▸ The problem
Report each line of the records below that holds the word "Diecinueve".

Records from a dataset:
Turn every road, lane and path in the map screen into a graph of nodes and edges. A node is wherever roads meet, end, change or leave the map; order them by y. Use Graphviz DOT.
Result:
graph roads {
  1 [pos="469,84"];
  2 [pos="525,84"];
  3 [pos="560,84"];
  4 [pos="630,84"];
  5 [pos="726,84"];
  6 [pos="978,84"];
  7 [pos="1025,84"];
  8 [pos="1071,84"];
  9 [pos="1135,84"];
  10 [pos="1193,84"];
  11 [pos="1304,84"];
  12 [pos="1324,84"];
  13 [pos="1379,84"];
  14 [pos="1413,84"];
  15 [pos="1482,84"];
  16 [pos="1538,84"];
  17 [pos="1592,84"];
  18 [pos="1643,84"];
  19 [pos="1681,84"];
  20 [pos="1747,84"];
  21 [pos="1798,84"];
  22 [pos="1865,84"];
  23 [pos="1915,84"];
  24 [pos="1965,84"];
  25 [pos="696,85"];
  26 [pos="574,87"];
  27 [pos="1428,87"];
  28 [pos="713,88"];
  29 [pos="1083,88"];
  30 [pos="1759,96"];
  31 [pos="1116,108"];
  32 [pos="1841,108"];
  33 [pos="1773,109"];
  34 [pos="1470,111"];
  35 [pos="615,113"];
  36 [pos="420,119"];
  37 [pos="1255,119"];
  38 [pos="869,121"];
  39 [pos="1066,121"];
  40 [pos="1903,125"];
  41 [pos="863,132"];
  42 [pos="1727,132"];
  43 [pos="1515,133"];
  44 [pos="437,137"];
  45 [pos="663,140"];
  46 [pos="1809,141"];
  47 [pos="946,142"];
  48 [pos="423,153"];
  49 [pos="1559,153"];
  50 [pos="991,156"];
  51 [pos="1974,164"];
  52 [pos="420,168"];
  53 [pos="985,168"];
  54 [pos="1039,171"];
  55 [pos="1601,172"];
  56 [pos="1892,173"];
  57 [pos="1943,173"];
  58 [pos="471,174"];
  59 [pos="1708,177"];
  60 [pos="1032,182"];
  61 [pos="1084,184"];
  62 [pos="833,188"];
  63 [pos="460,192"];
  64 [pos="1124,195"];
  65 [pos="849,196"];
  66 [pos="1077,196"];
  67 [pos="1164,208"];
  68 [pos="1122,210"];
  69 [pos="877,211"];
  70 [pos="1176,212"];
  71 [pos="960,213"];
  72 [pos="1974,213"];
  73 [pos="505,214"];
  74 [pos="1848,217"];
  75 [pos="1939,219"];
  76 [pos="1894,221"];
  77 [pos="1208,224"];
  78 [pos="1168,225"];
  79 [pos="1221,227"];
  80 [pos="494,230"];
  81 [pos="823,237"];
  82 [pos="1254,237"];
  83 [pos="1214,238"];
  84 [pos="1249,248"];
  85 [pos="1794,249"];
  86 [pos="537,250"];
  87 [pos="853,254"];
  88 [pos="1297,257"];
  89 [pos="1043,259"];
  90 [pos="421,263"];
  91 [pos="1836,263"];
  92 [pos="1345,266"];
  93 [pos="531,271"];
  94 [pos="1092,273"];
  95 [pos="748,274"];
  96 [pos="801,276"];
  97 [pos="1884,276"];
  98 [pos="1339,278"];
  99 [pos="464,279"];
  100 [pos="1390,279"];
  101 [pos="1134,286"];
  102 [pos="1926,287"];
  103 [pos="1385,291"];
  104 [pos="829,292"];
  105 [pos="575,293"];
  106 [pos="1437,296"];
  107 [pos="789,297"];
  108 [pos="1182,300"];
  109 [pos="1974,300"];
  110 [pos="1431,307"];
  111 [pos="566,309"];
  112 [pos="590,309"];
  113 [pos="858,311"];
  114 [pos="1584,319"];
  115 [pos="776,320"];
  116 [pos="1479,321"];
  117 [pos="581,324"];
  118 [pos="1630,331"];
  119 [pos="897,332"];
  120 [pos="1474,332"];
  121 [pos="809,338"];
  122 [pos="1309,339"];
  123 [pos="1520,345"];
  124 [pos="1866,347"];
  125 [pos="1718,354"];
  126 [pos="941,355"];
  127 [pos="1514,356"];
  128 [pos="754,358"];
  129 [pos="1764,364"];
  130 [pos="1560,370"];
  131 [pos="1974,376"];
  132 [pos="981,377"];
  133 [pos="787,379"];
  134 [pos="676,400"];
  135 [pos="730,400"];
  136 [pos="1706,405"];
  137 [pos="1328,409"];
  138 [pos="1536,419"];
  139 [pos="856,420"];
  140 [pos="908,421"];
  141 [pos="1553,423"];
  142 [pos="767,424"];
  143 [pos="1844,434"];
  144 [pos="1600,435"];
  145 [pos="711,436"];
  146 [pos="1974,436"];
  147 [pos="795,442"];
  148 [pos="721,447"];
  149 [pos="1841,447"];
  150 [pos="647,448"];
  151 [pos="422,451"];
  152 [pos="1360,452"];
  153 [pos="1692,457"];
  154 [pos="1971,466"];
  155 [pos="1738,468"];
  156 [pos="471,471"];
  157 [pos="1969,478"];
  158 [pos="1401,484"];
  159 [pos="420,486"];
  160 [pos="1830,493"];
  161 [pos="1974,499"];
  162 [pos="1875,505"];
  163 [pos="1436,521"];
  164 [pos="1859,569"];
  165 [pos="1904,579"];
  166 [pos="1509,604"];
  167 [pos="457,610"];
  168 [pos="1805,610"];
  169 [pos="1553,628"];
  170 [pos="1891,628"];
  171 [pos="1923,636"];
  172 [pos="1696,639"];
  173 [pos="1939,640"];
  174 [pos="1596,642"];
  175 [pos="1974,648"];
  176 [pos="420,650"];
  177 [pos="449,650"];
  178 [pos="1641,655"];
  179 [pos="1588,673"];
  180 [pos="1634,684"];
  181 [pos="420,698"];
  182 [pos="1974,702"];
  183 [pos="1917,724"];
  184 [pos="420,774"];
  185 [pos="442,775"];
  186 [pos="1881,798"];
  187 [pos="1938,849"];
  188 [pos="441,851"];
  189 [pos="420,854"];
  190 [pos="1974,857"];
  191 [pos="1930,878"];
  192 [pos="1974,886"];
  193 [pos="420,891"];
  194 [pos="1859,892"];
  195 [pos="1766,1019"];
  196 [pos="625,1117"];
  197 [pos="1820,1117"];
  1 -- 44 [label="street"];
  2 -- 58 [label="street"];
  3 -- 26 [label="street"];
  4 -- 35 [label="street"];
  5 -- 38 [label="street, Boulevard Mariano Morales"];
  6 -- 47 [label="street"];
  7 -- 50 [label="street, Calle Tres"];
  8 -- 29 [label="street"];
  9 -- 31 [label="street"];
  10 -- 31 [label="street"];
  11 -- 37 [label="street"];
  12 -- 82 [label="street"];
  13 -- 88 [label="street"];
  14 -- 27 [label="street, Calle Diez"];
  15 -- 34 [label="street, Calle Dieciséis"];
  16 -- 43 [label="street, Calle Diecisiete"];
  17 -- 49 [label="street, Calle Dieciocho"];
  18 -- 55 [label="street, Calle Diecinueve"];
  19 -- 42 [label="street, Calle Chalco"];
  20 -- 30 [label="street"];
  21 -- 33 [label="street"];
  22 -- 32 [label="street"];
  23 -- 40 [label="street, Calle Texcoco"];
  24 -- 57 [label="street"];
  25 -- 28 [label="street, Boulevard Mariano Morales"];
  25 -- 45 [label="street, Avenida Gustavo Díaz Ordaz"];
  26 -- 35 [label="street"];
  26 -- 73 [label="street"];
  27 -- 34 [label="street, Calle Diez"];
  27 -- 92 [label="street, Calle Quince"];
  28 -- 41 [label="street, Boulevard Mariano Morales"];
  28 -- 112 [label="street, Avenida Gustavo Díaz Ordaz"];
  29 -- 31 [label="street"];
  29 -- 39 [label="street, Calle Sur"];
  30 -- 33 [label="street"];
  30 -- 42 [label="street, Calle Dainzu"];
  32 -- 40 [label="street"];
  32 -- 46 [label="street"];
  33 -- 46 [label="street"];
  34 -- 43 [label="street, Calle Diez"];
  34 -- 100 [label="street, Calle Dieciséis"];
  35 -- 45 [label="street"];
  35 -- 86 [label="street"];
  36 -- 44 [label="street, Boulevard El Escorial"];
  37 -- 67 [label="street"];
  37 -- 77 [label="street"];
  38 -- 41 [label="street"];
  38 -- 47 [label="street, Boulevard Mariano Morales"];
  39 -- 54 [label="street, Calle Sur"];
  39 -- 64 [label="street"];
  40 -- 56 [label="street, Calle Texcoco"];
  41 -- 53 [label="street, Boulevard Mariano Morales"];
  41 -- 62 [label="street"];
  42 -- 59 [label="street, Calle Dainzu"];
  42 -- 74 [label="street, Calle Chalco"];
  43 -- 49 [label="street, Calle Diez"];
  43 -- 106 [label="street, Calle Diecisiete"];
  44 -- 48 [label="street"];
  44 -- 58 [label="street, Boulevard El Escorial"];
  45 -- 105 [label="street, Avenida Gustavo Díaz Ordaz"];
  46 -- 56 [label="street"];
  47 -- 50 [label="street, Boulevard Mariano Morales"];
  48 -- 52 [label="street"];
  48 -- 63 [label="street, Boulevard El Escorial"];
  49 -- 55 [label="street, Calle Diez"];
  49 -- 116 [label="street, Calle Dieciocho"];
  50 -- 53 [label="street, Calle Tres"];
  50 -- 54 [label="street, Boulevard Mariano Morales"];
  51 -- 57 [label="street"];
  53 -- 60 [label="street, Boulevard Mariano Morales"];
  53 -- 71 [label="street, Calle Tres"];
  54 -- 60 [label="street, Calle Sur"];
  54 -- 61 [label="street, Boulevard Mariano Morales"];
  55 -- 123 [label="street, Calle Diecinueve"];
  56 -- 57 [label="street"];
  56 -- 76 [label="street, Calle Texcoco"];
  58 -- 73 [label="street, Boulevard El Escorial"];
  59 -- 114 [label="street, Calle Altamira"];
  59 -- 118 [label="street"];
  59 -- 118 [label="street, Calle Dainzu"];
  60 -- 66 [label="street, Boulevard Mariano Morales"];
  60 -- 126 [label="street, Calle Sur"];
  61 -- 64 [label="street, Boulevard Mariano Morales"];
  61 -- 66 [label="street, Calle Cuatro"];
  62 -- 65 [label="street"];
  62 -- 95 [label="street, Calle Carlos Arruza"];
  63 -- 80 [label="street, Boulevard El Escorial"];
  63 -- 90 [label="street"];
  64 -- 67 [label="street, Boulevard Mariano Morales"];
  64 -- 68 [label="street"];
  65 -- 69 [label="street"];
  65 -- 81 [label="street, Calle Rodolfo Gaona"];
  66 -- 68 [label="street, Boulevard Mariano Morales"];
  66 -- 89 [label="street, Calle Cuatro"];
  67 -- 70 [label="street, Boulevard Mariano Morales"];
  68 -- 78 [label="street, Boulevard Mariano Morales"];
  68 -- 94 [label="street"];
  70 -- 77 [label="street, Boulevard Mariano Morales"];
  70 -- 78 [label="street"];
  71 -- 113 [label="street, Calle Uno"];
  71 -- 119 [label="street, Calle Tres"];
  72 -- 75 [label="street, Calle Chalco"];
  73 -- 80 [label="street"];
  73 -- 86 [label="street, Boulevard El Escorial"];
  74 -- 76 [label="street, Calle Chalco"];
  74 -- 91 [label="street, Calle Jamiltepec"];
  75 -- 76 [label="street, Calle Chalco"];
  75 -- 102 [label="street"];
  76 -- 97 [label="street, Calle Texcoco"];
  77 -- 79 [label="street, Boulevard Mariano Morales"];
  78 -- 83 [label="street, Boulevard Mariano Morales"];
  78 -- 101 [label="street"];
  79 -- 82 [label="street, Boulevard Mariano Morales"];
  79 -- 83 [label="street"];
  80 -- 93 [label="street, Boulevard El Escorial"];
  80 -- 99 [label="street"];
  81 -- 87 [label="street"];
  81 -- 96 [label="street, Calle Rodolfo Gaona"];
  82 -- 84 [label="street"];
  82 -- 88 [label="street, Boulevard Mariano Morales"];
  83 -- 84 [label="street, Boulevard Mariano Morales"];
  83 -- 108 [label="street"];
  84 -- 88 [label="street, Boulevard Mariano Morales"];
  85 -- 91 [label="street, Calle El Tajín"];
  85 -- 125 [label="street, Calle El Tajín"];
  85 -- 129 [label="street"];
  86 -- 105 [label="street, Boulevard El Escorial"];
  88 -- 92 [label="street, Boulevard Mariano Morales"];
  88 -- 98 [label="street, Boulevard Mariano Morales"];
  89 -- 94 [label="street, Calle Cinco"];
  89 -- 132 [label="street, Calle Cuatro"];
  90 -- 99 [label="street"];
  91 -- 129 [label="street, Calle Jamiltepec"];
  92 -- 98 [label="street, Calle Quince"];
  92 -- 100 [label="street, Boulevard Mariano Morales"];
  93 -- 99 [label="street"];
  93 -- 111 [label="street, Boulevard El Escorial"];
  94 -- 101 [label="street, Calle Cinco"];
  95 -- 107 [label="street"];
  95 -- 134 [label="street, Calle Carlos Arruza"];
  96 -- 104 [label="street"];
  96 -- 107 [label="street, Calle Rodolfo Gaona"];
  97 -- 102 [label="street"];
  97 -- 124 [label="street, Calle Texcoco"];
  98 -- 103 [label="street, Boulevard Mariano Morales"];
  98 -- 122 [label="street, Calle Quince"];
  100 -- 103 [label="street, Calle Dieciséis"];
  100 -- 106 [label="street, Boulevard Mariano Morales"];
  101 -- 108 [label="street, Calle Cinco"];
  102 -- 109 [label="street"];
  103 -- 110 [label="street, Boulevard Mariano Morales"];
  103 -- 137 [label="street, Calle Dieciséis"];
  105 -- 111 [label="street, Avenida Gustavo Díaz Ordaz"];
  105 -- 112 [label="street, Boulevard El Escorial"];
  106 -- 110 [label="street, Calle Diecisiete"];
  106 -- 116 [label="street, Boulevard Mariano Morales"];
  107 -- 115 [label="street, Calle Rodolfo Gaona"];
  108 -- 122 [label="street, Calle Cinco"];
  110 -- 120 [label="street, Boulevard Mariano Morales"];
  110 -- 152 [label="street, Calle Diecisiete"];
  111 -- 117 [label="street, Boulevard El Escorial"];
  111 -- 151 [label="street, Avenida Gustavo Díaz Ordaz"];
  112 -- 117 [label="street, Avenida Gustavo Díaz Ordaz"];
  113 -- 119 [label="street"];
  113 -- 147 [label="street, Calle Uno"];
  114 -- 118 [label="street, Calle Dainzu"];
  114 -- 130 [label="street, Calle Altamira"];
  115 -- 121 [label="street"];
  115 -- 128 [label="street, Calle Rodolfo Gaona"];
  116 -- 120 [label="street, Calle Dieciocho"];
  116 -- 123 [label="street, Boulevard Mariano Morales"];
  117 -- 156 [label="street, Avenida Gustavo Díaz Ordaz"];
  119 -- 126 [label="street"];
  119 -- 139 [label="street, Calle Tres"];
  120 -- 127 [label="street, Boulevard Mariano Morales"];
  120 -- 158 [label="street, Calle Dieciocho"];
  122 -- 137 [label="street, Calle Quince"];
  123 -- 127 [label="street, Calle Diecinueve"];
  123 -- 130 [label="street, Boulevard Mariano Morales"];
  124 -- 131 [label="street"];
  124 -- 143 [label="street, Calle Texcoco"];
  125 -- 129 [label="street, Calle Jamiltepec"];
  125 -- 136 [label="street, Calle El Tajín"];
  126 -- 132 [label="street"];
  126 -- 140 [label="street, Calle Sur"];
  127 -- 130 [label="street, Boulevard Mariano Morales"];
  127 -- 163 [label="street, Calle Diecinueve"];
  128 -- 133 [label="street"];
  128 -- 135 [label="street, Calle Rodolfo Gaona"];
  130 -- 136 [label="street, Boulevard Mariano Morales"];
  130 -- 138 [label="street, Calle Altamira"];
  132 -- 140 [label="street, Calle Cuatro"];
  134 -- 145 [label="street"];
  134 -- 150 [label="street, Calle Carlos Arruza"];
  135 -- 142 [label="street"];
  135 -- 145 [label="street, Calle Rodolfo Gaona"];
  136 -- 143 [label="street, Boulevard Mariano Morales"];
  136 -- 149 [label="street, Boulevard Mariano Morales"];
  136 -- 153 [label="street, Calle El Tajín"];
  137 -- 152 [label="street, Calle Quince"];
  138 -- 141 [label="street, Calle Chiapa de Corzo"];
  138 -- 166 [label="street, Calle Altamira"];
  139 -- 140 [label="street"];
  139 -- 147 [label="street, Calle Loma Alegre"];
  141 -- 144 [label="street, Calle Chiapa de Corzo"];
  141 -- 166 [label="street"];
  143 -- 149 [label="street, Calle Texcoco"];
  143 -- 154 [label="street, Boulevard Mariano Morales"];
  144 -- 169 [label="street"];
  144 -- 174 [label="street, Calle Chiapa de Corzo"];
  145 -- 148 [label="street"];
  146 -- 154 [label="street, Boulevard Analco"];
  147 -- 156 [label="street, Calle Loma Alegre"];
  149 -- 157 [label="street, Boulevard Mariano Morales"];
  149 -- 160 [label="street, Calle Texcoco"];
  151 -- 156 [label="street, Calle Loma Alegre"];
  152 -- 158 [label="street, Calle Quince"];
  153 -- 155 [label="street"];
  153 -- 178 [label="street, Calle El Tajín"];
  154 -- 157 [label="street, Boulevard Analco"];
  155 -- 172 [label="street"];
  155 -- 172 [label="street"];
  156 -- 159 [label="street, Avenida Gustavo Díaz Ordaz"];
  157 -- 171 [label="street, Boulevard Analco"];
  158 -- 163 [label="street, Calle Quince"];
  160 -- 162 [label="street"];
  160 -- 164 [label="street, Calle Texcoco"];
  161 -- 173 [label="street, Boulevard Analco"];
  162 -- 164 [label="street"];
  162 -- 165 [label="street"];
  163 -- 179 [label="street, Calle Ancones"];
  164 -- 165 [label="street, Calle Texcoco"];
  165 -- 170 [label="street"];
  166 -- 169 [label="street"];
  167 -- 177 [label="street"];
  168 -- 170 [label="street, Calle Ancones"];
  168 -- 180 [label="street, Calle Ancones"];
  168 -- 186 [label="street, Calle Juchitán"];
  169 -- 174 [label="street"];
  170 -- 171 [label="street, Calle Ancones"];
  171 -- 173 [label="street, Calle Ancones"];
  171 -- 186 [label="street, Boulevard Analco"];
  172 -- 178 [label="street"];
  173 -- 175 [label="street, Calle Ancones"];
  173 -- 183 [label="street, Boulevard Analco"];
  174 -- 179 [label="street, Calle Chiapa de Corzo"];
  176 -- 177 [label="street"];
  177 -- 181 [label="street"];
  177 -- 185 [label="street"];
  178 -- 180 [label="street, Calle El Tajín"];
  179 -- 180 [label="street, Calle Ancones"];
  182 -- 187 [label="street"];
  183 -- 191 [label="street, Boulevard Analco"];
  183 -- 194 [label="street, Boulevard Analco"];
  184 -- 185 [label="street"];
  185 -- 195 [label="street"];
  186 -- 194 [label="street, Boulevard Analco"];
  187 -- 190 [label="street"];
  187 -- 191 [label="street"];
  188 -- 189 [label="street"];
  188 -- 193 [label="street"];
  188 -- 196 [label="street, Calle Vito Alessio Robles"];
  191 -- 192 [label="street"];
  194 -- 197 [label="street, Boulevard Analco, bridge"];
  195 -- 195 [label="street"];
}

▸ Solution for this problem
  18 -- 55 [label="street, Calle Diecinueve"];
  55 -- 123 [label="street, Calle Diecinueve"];
  123 -- 127 [label="street, Calle Diecinueve"];
  127 -- 163 [label="street, Calle Diecinueve"];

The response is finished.